» **DIRECTIONS FOR THIS TASK**: Report each line of the entries below that has the word "Manley" in it.

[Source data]
● ● ● ●

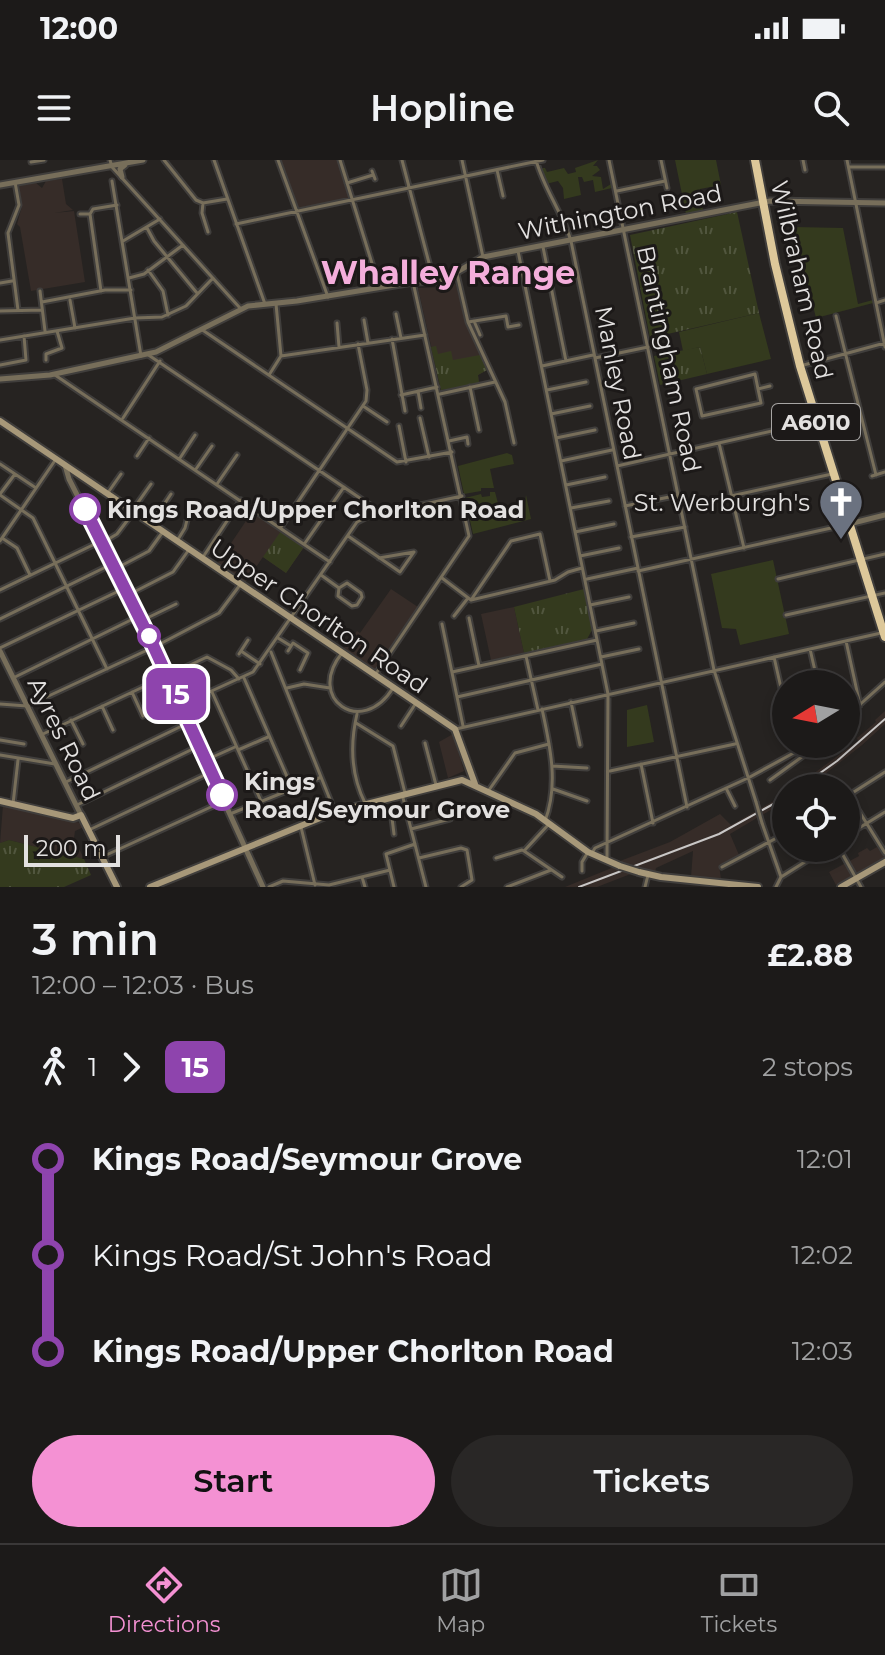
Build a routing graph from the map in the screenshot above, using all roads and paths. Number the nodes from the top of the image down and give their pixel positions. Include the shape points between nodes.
1 (44, 160) edge
2 (143, 160) edge
3 (164, 160) edge
4 (214, 160) edge
5 (278, 160) edge
6 (340, 160) edge
7 (402, 160) edge
8 (462, 160) edge
9 (543, 160) edge
10 (611, 160) edge
11 (661, 160) edge
12 (755, 160) edge
13 (803, 160) edge
14 (847, 160) edge
15 (881, 160) edge
16 (536, 161) edge
17 (31, 162) edge
18 (111, 163) edge
19 (125, 164) junction
20 (849, 167) junction
21 (884, 167) edge
22 (497, 170) junction
23 (805, 170) dead end
24 (373, 175) dead end
25 (466, 176) junction
26 (122, 177) junction
27 (112, 181) dead end
28 (665, 181) junction
29 (15, 182) junction
30 (347, 183) junction
31 (0, 185) edge
32 (409, 188) junction
33 (667, 188) dead end
34 (617, 191) junction
35 (503, 196) dead end
36 (227, 199) junction
37 (353, 200) junction
38 (856, 202) junction
39 (203, 203) junction
40 (763, 203) junction
41 (885, 203) edge
42 (117, 205) junction
43 (751, 205) junction
44 (296, 212) junction
45 (80, 214) dead end
46 (90, 215) junction
47 (765, 215) junction
48 (160, 219) junction
49 (236, 224) junction
50 (147, 228) junction
51 (624, 230) junction
52 (208, 232) dead end
53 (9, 239) junction
54 (0, 241) edge
55 (123, 241) junction
56 (571, 241) junction
57 (183, 245) junction
58 (543, 246) junction
59 (518, 251) junction
60 (168, 256) junction
61 (483, 257) junction
62 (148, 270) junction
63 (457, 274) junction
64 (129, 278) junction
65 (213, 278) junction
66 (14, 281) junction
67 (413, 282) junction
68 (434, 282) junction
69 (0, 283) edge
70 (380, 288) junction
71 (131, 290) junction
72 (40, 291) dead end
73 (101, 291) junction
74 (197, 293) junction
75 (328, 297) junction
76 (70, 298) junction
77 (885, 300) edge
78 (42, 302) junction
79 (276, 303) junction
80 (876, 303) junction
81 (265, 304) junction
82 (240, 308) junction
83 (18, 310) junction
84 (42, 310) junction
85 (0, 311) edge
86 (396, 314) dead end
87 (168, 315) junction
88 (836, 316) dead end
89 (135, 318) junction
90 (364, 320) dead end
91 (474, 321) junction
92 (468, 322) junction
93 (337, 323) dead end
94 (519, 325) dead end
95 (75, 328) junction
96 (201, 329) junction
97 (57, 331) junction
98 (46, 333) junction
99 (425, 335) junction
100 (480, 335) dead end
101 (24, 336) junction
102 (401, 338) junction
103 (392, 339) junction
104 (0, 340) edge
105 (368, 343) junction
106 (358, 344) junction
107 (885, 344) edge
108 (339, 347) junction
109 (648, 347) junction
110 (61, 351) junction
111 (846, 354) junction
112 (144, 355) junction
113 (281, 356) junction
114 (61, 357) dead end
115 (594, 357) junction
116 (46, 360) dead end
117 (160, 361) junction
118 (566, 361) junction
119 (0, 365) edge
120 (542, 366) junction
121 (800, 366) junction
122 (54, 374) junction
123 (269, 375) junction
124 (0, 379) edge
125 (495, 382) junction
126 (586, 382) dead end
127 (770, 386) dead end
128 (437, 387) junction
129 (470, 387) junction
130 (758, 389) junction
131 (547, 390) junction
132 (418, 391) junction
133 (439, 394) junction
134 (401, 395) junction
135 (363, 406) junction
136 (590, 406) dead end
137 (421, 408) dead end
138 (405, 411) dead end
139 (551, 414) junction
140 (420, 418) dead end
141 (122, 419) junction
142 (0, 421) edge
143 (816, 421) junction
144 (387, 422) dead end
145 (399, 426) dead end
146 (348, 429) junction
147 (479, 430) dead end
148 (595, 430) dead end
149 (195, 435) dead end
150 (149, 438) junction
151 (556, 438) junction
152 (449, 441) junction
153 (514, 443) dead end
154 (719, 443) junction
155 (468, 444) dead end
156 (212, 446) dead end
157 (613, 449) junction
158 (452, 452) junction
159 (237, 455) dead end
160 (670, 455) junction
161 (137, 456) dead end
162 (429, 457) junction
163 (180, 458) junction
164 (56, 459) junction
165 (561, 461) junction
166 (406, 462) junction
167 (0, 464) edge
168 (65, 464) junction
169 (617, 466) junction
170 (196, 469) junction
171 (319, 471) junction
172 (76, 472) junction
173 (885, 472) edge
174 (15, 474) junction
175 (121, 474) dead end
176 (832, 474) junction
177 (605, 477) dead end
178 (73, 484) junction
179 (151, 484) dead end
180 (217, 484) junction
181 (566, 485) junction
182 (344, 487) junction
183 (36, 488) junction
184 (0, 494) edge
185 (107, 494) junction
186 (171, 494) dead end
187 (679, 495) junction
188 (462, 496) junction
189 (731, 496) junction
190 (241, 500) junction
191 (609, 501) dead end
192 (625, 506) junction
193 (571, 508) junction
194 (21, 510) junction
195 (132, 512) junction
196 (382, 513) junction
197 (885, 515) edge
198 (187, 520) dead end
199 (151, 524) junction
200 (614, 524) dead end
201 (849, 524) junction
202 (281, 527) junction
203 (685, 527) junction
204 (163, 532) junction
205 (575, 532) junction
206 (348, 536) junction
207 (631, 537) junction
208 (1, 539) edge
209 (177, 541) junction
210 (102, 542) junction
211 (304, 544) junction
212 (619, 548) dead end
213 (744, 548) junction
214 (189, 550) junction
215 (885, 554) edge
216 (580, 556) junction
217 (201, 558) junction
218 (379, 558) junction
219 (691, 559) junction
220 (861, 560) junction
221 (330, 562) junction
222 (55, 563) junction
223 (114, 566) junction
224 (583, 568) junction
225 (638, 570) junction
226 (30, 575) junction
227 (321, 575) junction
228 (442, 578) junction
229 (585, 579) junction
230 (778, 579) dead end
231 (550, 581) junction
232 (240, 584) junction
233 (67, 587) junction
234 (125, 588) junction
235 (339, 588) junction
236 (0, 590) edge
237 (885, 593) edge
238 (128, 595) junction
239 (873, 596) junction
240 (629, 597) dead end
241 (469, 599) junction
242 (176, 604) dead end
243 (590, 605) junction
244 (78, 611) junction
245 (786, 615) dead end
246 (454, 616) dead end
247 (469, 618) dead end
248 (0, 619) edge
249 (140, 619) junction
250 (291, 619) junction
251 (634, 623) dead end
252 (442, 624) dead end
253 (596, 631) junction
254 (885, 634) edge
255 (278, 638) junction
256 (92, 639) junction
257 (248, 640) dead end
258 (597, 640) junction
259 (846, 641) junction
260 (291, 646) junction
261 (154, 647) junction
262 (639, 649) dead end
263 (810, 649) junction
264 (0, 650) edge
265 (270, 650) junction
266 (288, 651) dead end
267 (342, 653) junction
268 (526, 656) junction
269 (601, 657) junction
270 (774, 657) junction
271 (260, 664) junction
272 (602, 664) junction
273 (479, 666) junction
274 (288, 667) dead end
275 (107, 669) junction
276 (300, 670) dead end
277 (714, 670) junction
278 (777, 670) edge
279 (815, 670) edge
280 (852, 670) edge
281 (280, 671) junction
282 (452, 672) junction
283 (375, 675) junction
284 (167, 676) junction
285 (13, 678) junction
286 (241, 678) junction
287 (531, 680) junction
288 (660, 682) junction
289 (885, 682) edge
290 (286, 688) junction
291 (330, 688) junction
292 (393, 688) junction
293 (212, 691) junction
294 (132, 692) junction
295 (608, 694) junction
296 (457, 697) junction
297 (571, 702) junction
298 (416, 703) junction
299 (0, 704) edge
300 (181, 705) junction
301 (860, 705) edge
302 (27, 706) junction
303 (102, 706) junction
304 (540, 709) junction
305 (357, 712) junction
306 (143, 716) dead end
307 (71, 720) junction
308 (355, 722) junction
309 (188, 723) junction
310 (401, 726) dead end
311 (463, 726) junction
312 (455, 729) junction
313 (113, 730) dead end
314 (41, 735) junction
315 (269, 737) junction
316 (0, 740) edge
317 (21, 742) dead end
318 (425, 743) dead end
319 (83, 744) dead end
320 (549, 744) junction
321 (735, 744) junction
322 (580, 745) dead end
323 (199, 746) junction
324 (237, 748) junction
325 (0, 755) edge
326 (676, 755) junction
327 (786, 758) edge
328 (800, 758) edge
329 (18, 759) junction
330 (206, 760) junction
331 (641, 763) junction
332 (56, 764) junction
333 (552, 766) junction
334 (587, 768) dead end
335 (469, 770) junction
336 (609, 771) junction
337 (211, 772) junction
338 (885, 772) edge
339 (321, 777) junction
340 (748, 778) junction
341 (770, 780) dead end
342 (467, 781) junction
343 (65, 782) junction
344 (475, 784) junction
345 (436, 785) junction
346 (292, 788) junction
347 (726, 788) junction
348 (860, 788) edge
349 (553, 789) junction
350 (489, 791) junction
351 (403, 794) junction
352 (0, 801) edge
353 (224, 801) junction
354 (261, 801) junction
355 (587, 801) dead end
356 (365, 803) junction
357 (13, 804) junction
358 (77, 805) junction
359 (735, 806) dead end
360 (687, 807) junction
361 (335, 812) junction
362 (885, 812) edge
363 (407, 813) junction
364 (230, 814) junction
365 (81, 815) junction
366 (860, 815) edge
367 (450, 819) dead end
368 (547, 822) junction
369 (653, 823) junction
370 (866, 824) junction
371 (300, 825) junction
372 (860, 828) edge
373 (411, 829) junction
374 (89, 830) junction
375 (392, 832) dead end
376 (608, 843) junction
377 (770, 843) junction
378 (415, 844) junction
379 (245, 848) junction
380 (524, 851) junction
381 (590, 853) junction
382 (885, 853) edge
383 (102, 857) junction
384 (419, 858) junction
385 (496, 858) dead end
386 (607, 861) junction
387 (805, 862) edge
388 (847, 862) edge
389 (885, 862) edge
390 (722, 867) dead end
391 (390, 870) junction
392 (551, 870) junction
393 (582, 871) dead end
394 (648, 875) junction
395 (362, 877) junction
396 (562, 877) dead end
397 (781, 877) junction
398 (680, 883) edge
399 (859, 883) edge
400 (296, 885) edge
401 (315, 885) junction
402 (715, 885) edge
403 (329, 886) edge
404 (752, 886) edge
405 (117, 887) edge
406 (150, 887) edge
407 (266, 887) edge
408 (365, 887) edge
409 (394, 887) edge
410 (426, 887) edge
411 (461, 887) edge
412 (507, 887) edge
413 (645, 887) edge
414 (776, 887) edge
415 (841, 887) edge

1 - 17 street
2 - 19 street
3 - 39 street via 188,193
4 - 36 street
5 - 44 street
6 - 30 street
7 - 32 street
8 - 25 street
9 - 16 street
10 - 34 street, Brantingham Road
11 - 28 street
12 - 40 highway, Wilbraham Road / A6010
13 - 23 street
14 - 20 street
15 - 21 street
16 - 22 street
16 - 56 street, Manley Road
18 - 19 street
18 - 26 street
18 - 29 street
19 - 26 street
20 - 21 street
20 - 38 street
22 - 25 street
22 - 35 street
24 - 30 street
25 - 32 street
25 - 61 street
26 - 48 street
27 - 42 street
28 - 33 street
28 - 34 street
29 - 31 street
29 - 53 street via 19,205
30 - 37 street
32 - 37 street
32 - 68 street
34 - 51 street, Brantingham Road
36 - 39 street
36 - 49 street
37 - 44 street
37 - 70 street
38 - 40 street, Withington Road
38 - 41 street, Withington Road
38 - 80 street
39 - 52 street
40 - 43 street, Withington Road
40 - 47 highway, Wilbraham Road / A6010
42 - 46 street via 93,209
42 - 55 street
43 - 47 street
43 - 51 street, Withington Road
44 - 49 street
44 - 75 street
45 - 46 street
46 - 73 street
47 - 121 highway, Wilbraham Road / A6010
48 - 50 street
48 - 57 street
49 - 81 street
50 - 55 street
50 - 60 street
51 - 56 street, Withington Road
51 - 109 street, Brantingham Road
53 - 54 street
53 - 66 street
55 - 64 street
56 - 58 street, Withington Road
56 - 115 street, Manley Road
57 - 60 street
57 - 65 street
58 - 59 street, Withington Road
58 - 118 street
59 - 61 street, Withington Road
59 - 120 street
60 - 62 street
60 - 74 street
61 - 63 street, Withington Road
62 - 64 street
62 - 87 street via 163,291
63 - 68 street, Withington Road
63 - 92 street
64 - 71 street
65 - 74 street
65 - 82 street
66 - 69 street
66 - 83 street
67 - 68 street, Withington Road
67 - 70 street, Withington Road
67 - 99 street
70 - 75 street, Withington Road
71 - 73 street
71 - 89 street
72 - 78 street
73 - 76 street
74 - 87 street
75 - 79 street, Withington Road
76 - 78 street
76 - 95 street
77 - 80 street
78 - 84 street
79 - 81 street, Withington Road
79 - 113 street
80 - 107 street
81 - 82 street, Withington Road
82 - 96 street, Withington Road
83 - 84 street
83 - 85 street
84 - 98 street
86 - 102 street
87 - 89 street
88 - 111 street
89 - 95 street
89 - 112 street
90 - 105 street
91 - 92 street
91 - 94 street via 506,316 508,327
91 - 100 street
92 - 125 street
93 - 108 street
95 - 97 street
96 - 112 street, Withington Road
96 - 123 street
97 - 98 street
97 - 110 street
98 - 101 street
99 - 102 street
99 - 128 street
101 - 104 street
101 - 119 street via 26,360
102 - 103 street
103 - 105 street
103 - 134 street
105 - 106 street
106 - 108 street
106 - 135 street via 367,390
107 - 111 street
108 - 113 street
109 - 115 street
109 - 160 street, Brantingham Road
110 - 114 street
110 - 116 street via 47,353
111 - 121 street
111 - 173 street via 874,475
112 - 117 street
112 - 122 street, Withington Road
113 - 123 street
115 - 118 street
115 - 157 street, Manley Road
117 - 141 street
117 - 171 street
118 - 120 street
120 - 131 street
121 - 143 highway, Wilbraham Road / A6010
122 - 124 street, Withington Road
122 - 141 street
123 - 146 street
125 - 129 street
125 - 153 street
126 - 131 street
127 - 130 street
128 - 132 street
128 - 133 street
129 - 133 street
129 - 147 street
130 - 130 street via 761,403 702,416 696,389 755,374
131 - 139 street
132 - 134 street
132 - 137 street
133 - 152 street
134 - 138 street
135 - 144 street
135 - 146 street
136 - 139 street
139 - 151 street
140 - 162 street
141 - 150 street
142 - 164 main road, Upper Chorlton Road
143 - 154 street
143 - 176 highway, Wilbraham Road / A6010
145 - 166 street
146 - 166 street
146 - 171 street
148 - 151 street
149 - 163 street
150 - 161 street
150 - 163 street
151 - 165 street
152 - 155 street via 467,437
152 - 158 street
154 - 160 street
154 - 189 street
156 - 170 street
157 - 165 street
157 - 169 street, Manley Road
158 - 162 street
158 - 188 street
159 - 180 street
160 - 169 street
160 - 187 street, Brantingham Road
162 - 166 street
163 - 170 street
164 - 168 main road, Upper Chorlton Road
164 - 183 street
165 - 181 street
167 - 174 street
168 - 172 main road, Upper Chorlton Road
168 - 178 street
169 - 192 street, Manley Road
170 - 180 street
171 - 182 street
171 - 202 street
172 - 178 street
172 - 185 main road, Upper Chorlton Road
174 - 183 street
174 - 184 street
175 - 185 street
176 - 189 street
176 - 201 highway, Wilbraham Road / A6010
177 - 181 street
178 - 210 street
179 - 195 street
180 - 190 street
181 - 193 street
182 - 196 street
182 - 211 street
183 - 194 street
184 - 194 street
185 - 195 main road, Upper Chorlton Road
186 - 199 street
187 - 192 street
187 - 203 street, Brantingham Road
188 - 196 street
188 - 228 street via 469,536
189 - 213 street
190 - 202 street
190 - 217 street
191 - 193 street
192 - 207 street, Manley Road
193 - 205 street
194 - 208 street
194 - 222 street via 33,518
195 - 199 main road, Upper Chorlton Road
195 - 210 street via 117,534
196 - 206 street via 363,518
197 - 201 street
198 - 209 street
199 - 204 main road, Upper Chorlton Road
200 - 205 street
201 - 213 street
201 - 220 highway, Wilbraham Road / A6010
202 - 211 street
203 - 207 street
203 - 219 street, Brantingham Road
204 - 209 main road, Upper Chorlton Road
204 - 223 street via 150,551
205 - 216 street
206 - 218 street
206 - 221 street
207 - 225 street, Manley Road
208 - 226 street via 17,548
209 - 214 main road, Upper Chorlton Road
210 - 222 street
210 - 223 street
211 - 221 street
212 - 216 street
213 - 219 street
214 - 217 main road, Upper Chorlton Road
214 - 238 street via 173,572
215 - 220 street
216 - 224 street
217 - 232 main road, Upper Chorlton Road
218 - 218 street via 400,572 414,552 402,554
219 - 225 street
219 - 277 street, Brantingham Road
220 - 230 street
220 - 239 highway, Wilbraham Road / A6010
221 - 227 street
222 - 226 street
222 - 233 street
223 - 233 street
223 - 234 street
224 - 229 street
224 - 231 street
225 - 229 street
225 - 288 street, Manley Road
226 - 236 street
227 - 235 street
227 - 250 street
228 - 241 street
228 - 283 street
229 - 243 street
231 - 241 street
231 - 241 street via 540,534 511,541
232 - 250 main road, Upper Chorlton Road
232 - 261 street via 219,613
233 - 244 street
233 - 248 street
234 - 238 street
234 - 244 street
235 - 235 street via 347,583 361,593 357,605 338,596
237 - 239 street
238 - 249 street
239 - 245 street
239 - 254 highway, Wilbraham Road / A6010
240 - 243 street
241 - 246 street
242 - 249 street
243 - 253 street
244 - 256 street
244 - 264 street
247 - 273 street
249 - 256 street
249 - 261 street
250 - 255 street
250 - 267 main road, Upper Chorlton Road
251 - 253 street
252 - 282 street
253 - 258 street
254 - 259 street
255 - 260 street
255 - 265 street
256 - 275 street
256 - 285 street
257 - 271 street via 240,653
258 - 268 street
258 - 269 street
259 - 263 street
259 - 280 street
260 - 266 street
260 - 276 street via 308,653
261 - 275 street
261 - 284 street
262 - 269 street
263 - 270 street
263 - 279 street
264 - 285 street, Ayres Road
265 - 271 street
265 - 281 street
267 - 283 main road, Upper Chorlton Road
267 - 291 street via 331,668
268 - 273 street
268 - 287 street
269 - 272 street
270 - 277 street
270 - 278 street
271 - 286 street
272 - 287 street
272 - 295 street
273 - 282 street
274 - 281 street
275 - 302 street
277 - 288 street
277 - 321 street, Brantingham Road
281 - 290 street
282 - 296 street
283 - 292 main road, Upper Chorlton Road
284 - 286 street via 209,657
284 - 294 street
284 - 300 street
285 - 302 street, Ayres Road
286 - 293 street
286 - 315 street
287 - 296 street
287 - 304 street
288 - 295 street
288 - 326 street, Manley Road
289 - 301 street
290 - 291 street
290 - 339 street
291 - 305 street via 339,704
292 - 298 main road, Upper Chorlton Road
292 - 305 street via 379,706
293 - 300 street
293 - 324 street
294 - 303 street
294 - 306 street
295 - 297 street
295 - 336 street
296 - 311 street
297 - 304 street
297 - 322 street
298 - 310 street
298 - 312 main road, Upper Chorlton Road
299 - 302 street
300 - 309 street
302 - 314 street, Ayres Road
303 - 307 street
303 - 313 street
304 - 311 street
304 - 320 street
305 - 308 street
307 - 314 street
307 - 319 street
308 - 351 street via 393,746
308 - 356 street via 353,765
309 - 323 street
309 - 343 street
311 - 312 street
312 - 335 main road
314 - 332 street, Ayres Road
315 - 324 street
315 - 346 street
316 - 317 street
318 - 345 street
320 - 333 street
320 - 350 street via 516,752
321 - 326 street
321 - 340 street, Brantingham Road
323 - 330 street
323 - 358 street
324 - 330 street
324 - 354 street
325 - 329 street
326 - 331 street
326 - 360 street, Manley Road
327 - 340 street
328 - 341 street
329 - 332 street
329 - 357 street
330 - 337 street
331 - 336 street
331 - 369 street
332 - 343 street, Ayres Road
333 - 334 street
333 - 349 street
335 - 342 main road
335 - 344 main road
336 - 376 street
337 - 353 street
337 - 374 street
338 - 348 street
339 - 346 street
339 - 361 street
340 - 347 street
340 - 377 street, Brantingham Road, bridge
342 - 344 main road
342 - 345 main road
343 - 358 street, Ayres Road
344 - 350 main road
345 - 351 main road
346 - 354 street
347 - 359 street
347 - 360 street
349 - 355 street
349 - 368 street
350 - 368 main road
351 - 356 main road
351 - 363 street
352 - 357 main road
353 - 364 street
353 - 383 street
354 - 364 street
356 - 361 main road
357 - 365 main road via 73,818
358 - 365 street, Ayres Road
360 - 369 street
361 - 371 main road
362 - 370 street
363 - 373 street
363 - 375 street via 392,818
364 - 379 street
365 - 374 main road, Ayres Road
366 - 370 street
367 - 373 street
368 - 380 street
368 - 381 main road
369 - 376 street
370 - 372 street
370 - 382 street
371 - 379 main road
371 - 401 street
373 - 378 street
374 - 383 main road, Ayres Road
376 - 381 street
376 - 386 street
377 - 390 street
377 - 397 street, Brantingham Road
378 - 384 street
378 - 391 street via 387,852
379 - 406 main road
379 - 407 street
380 - 385 street
380 - 392 street
381 - 386 main road
381 - 393 street
383 - 405 main road, Ayres Road
384 - 410 street
384 - 411 street via 467,850 472,880
386 - 394 main road, bridge
387 - 397 street
388 - 399 street
389 - 399 main road
391 - 395 street
391 - 409 street
392 - 396 street
392 - 412 street
394 - 398 main road
394 - 413 street
395 - 403 street
395 - 408 street
397 - 414 street
398 - 402 main road
399 - 415 main road
400 - 401 street
400 - 407 street via 283,881
401 - 403 street
402 - 404 main road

● ● ● ●

» **EXERCISE ANSWER**:
16 - 56 street, Manley Road
56 - 115 street, Manley Road
115 - 157 street, Manley Road
157 - 169 street, Manley Road
169 - 192 street, Manley Road
192 - 207 street, Manley Road
207 - 225 street, Manley Road
225 - 288 street, Manley Road
288 - 326 street, Manley Road
326 - 360 street, Manley Road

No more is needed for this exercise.